### Task details:
A faithful transcription of all the data, images excluded, is the required answer.

*** Opening Input for this task ***

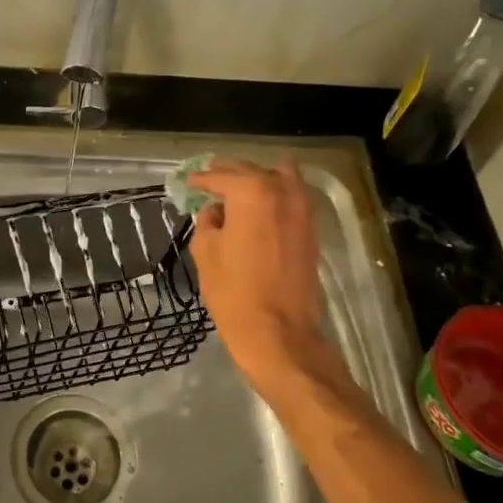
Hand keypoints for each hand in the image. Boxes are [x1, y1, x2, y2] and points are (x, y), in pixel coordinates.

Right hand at [189, 160, 349, 403]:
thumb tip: (216, 212)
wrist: (279, 333)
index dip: (201, 179)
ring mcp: (303, 209)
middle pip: (252, 170)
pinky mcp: (312, 229)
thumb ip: (207, 221)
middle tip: (209, 180)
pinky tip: (258, 207)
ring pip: (279, 177)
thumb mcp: (205, 252)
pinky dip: (275, 194)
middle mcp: (282, 191)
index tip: (189, 182)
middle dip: (228, 174)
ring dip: (258, 179)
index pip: (221, 176)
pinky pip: (293, 197)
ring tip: (236, 191)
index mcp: (251, 192)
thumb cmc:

*** Closing Input for this task ***

### Solution:
Hand keypoints for each hand in the image. Boxes are [x1, y1, x2, y2] and points are (x, y), in pixel coordinates.

Right hand at [189, 160, 349, 403]:
thumb tip: (216, 212)
wrist: (279, 333)
index dip: (201, 179)
ring mcp: (303, 209)
middle pip: (252, 170)
pinky mcp: (312, 229)
thumb ip: (207, 221)
middle tip: (209, 180)
pinky tip: (258, 207)
ring pip: (279, 177)
thumb mcp: (205, 252)
pinky dip: (275, 194)
middle mcp: (282, 191)
index tip: (189, 182)
middle dip: (228, 174)
ring dip: (258, 179)
index pip: (221, 176)
pinky pip: (293, 197)
ring tip: (236, 191)
index mcp: (251, 192)
thumb cmc:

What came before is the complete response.